By Howard Schneider
WASHINGTON (Reuters) - Central banks face a tougher time controlling inflation than in the recent past, and will need a clear understanding of businesses' pricing decisions to do so, Bank of England policymaker Catherine Mann said on Thursday.
Mann, speaking at an event in Washington hosted by the Peterson Institute for International Economics, said the "Great Moderation" in inflation appeared to have ended.
Instead, there was now much greater volatility in exchange rates and in inflation itself. She also saw more variability in prices across different types of goods and services, depending on how exposed businesses were to various cost pressures.
"We may well be entering a very different regime where we are going to have to work much harder as central banks," she said.
The "Great Moderation" - a period of low inflation and low interest rates in Western economies between the late 1990s and 2020 - has been attributed to a range of factors including central bank independence and cheap imports from China.
Mann said one main benefit of a central bank inflation target was to force policymakers to explain clearly what was driving inflation.
Central banks which could best explain the recent surge in inflation were most likely to be able to control it, she added.

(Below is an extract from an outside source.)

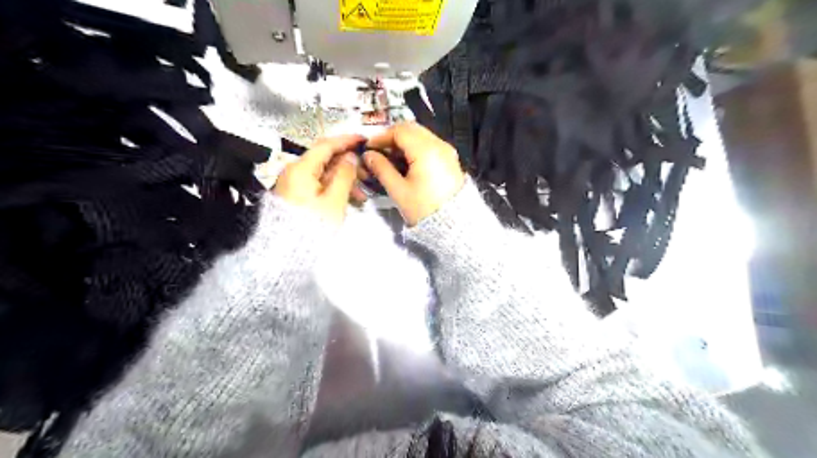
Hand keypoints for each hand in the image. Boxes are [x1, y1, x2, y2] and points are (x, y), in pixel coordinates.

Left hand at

"It is not who has the best (inflation) target, but who explains that best which is going to determine to what extent we are going to be able to get back to our objectives," Mann said.
"I think it's going to be hard to do that, harder than the last 20 years," she added.
Looking at details of how businesses set prices was likely to be a productive angle, she said.
Last year Mann voted for a faster pace of rate rises than the majority on the Bank of England's Monetary Policy Committee, but voted in line with the consensus this week for a quarter-point increase to 4.25%.